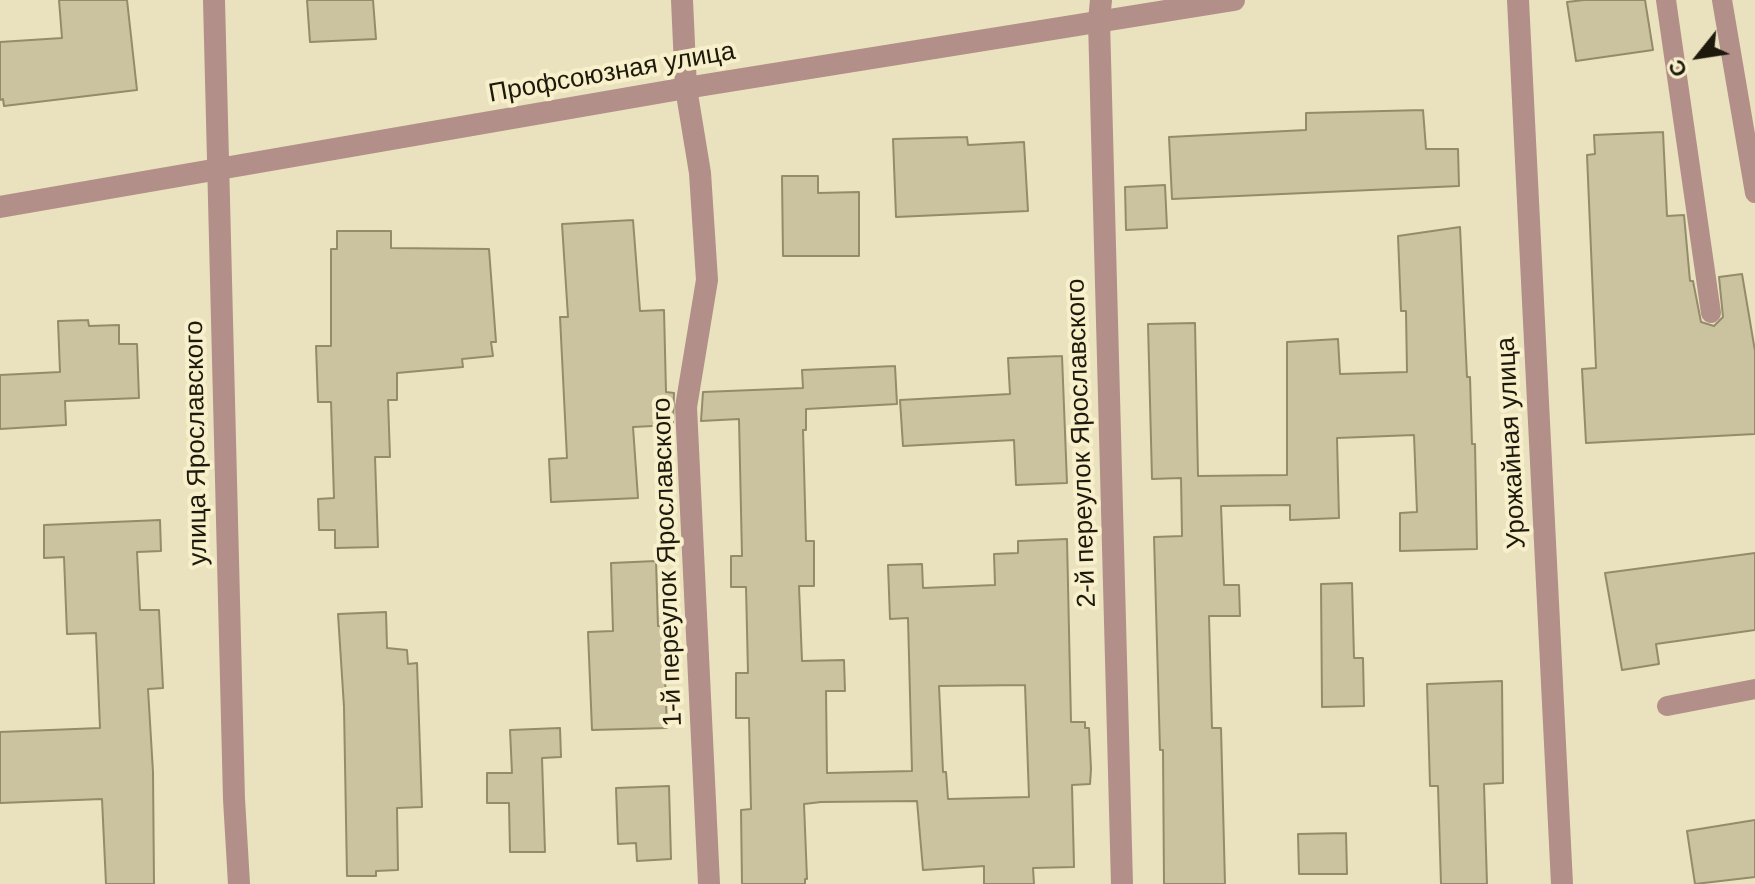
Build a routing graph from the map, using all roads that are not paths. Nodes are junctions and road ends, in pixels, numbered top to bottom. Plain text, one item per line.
1 (214, 0) edge
2 (682, 0) edge
3 (1234, 0) edge
4 (1518, 0) edge
5 (1666, 0) edge
6 (1722, 0) edge
7 (1100, 11) edge
8 (686, 88) junction
9 (1750, 138) edge
10 (218, 170) junction
11 (1755, 193) edge
12 (0, 207) edge
13 (1711, 313) dead end
14 (1755, 689) edge
15 (1667, 706) dead end
16 (239, 884) edge
17 (709, 884) edge
18 (1122, 884) edge
19 (1562, 884) edge

1 - 10 street, улица Ярославского
2 - 8 street, 1-й переулок Ярославского
3 - 7 street, Профсоюзная улица
4 - 19 street, Урожайная улица
5 - 13 lane
6 - 9 lane
7 - 8 street, Профсоюзная улица
7 - 18 street, 2-й переулок Ярославского
8 - 10 street, Профсоюзная улица
8 - 17 street, 1-й переулок Ярославского
9 - 11 lane
10 - 12 street, Профсоюзная улица
10 - 16 street, улица Ярославского
14 - 15 lane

▬▬▬▬▬▬

__INSTRUCTIONS TO FOLLOW__: Omit all pictures and repeat the rest of the records verbatim.

__THE COMPLETED TASK__:
Build a routing graph from the map, using all roads that are not paths. Nodes are junctions and road ends, in pixels, numbered top to bottom. Plain text, one item per line.
1 (214, 0) edge
2 (682, 0) edge
3 (1234, 0) edge
4 (1518, 0) edge
5 (1666, 0) edge
6 (1722, 0) edge
7 (1100, 11) edge
8 (686, 88) junction
9 (1750, 138) edge
10 (218, 170) junction
11 (1755, 193) edge
12 (0, 207) edge
13 (1711, 313) dead end
14 (1755, 689) edge
15 (1667, 706) dead end
16 (239, 884) edge
17 (709, 884) edge
18 (1122, 884) edge
19 (1562, 884) edge

1 - 10 street, улица Ярославского
2 - 8 street, 1-й переулок Ярославского
3 - 7 street, Профсоюзная улица
4 - 19 street, Урожайная улица
5 - 13 lane
6 - 9 lane
7 - 8 street, Профсоюзная улица
7 - 18 street, 2-й переулок Ярославского
8 - 10 street, Профсоюзная улица
8 - 17 street, 1-й переулок Ярославского
9 - 11 lane
10 - 12 street, Профсоюзная улица
10 - 16 street, улица Ярославского
14 - 15 lane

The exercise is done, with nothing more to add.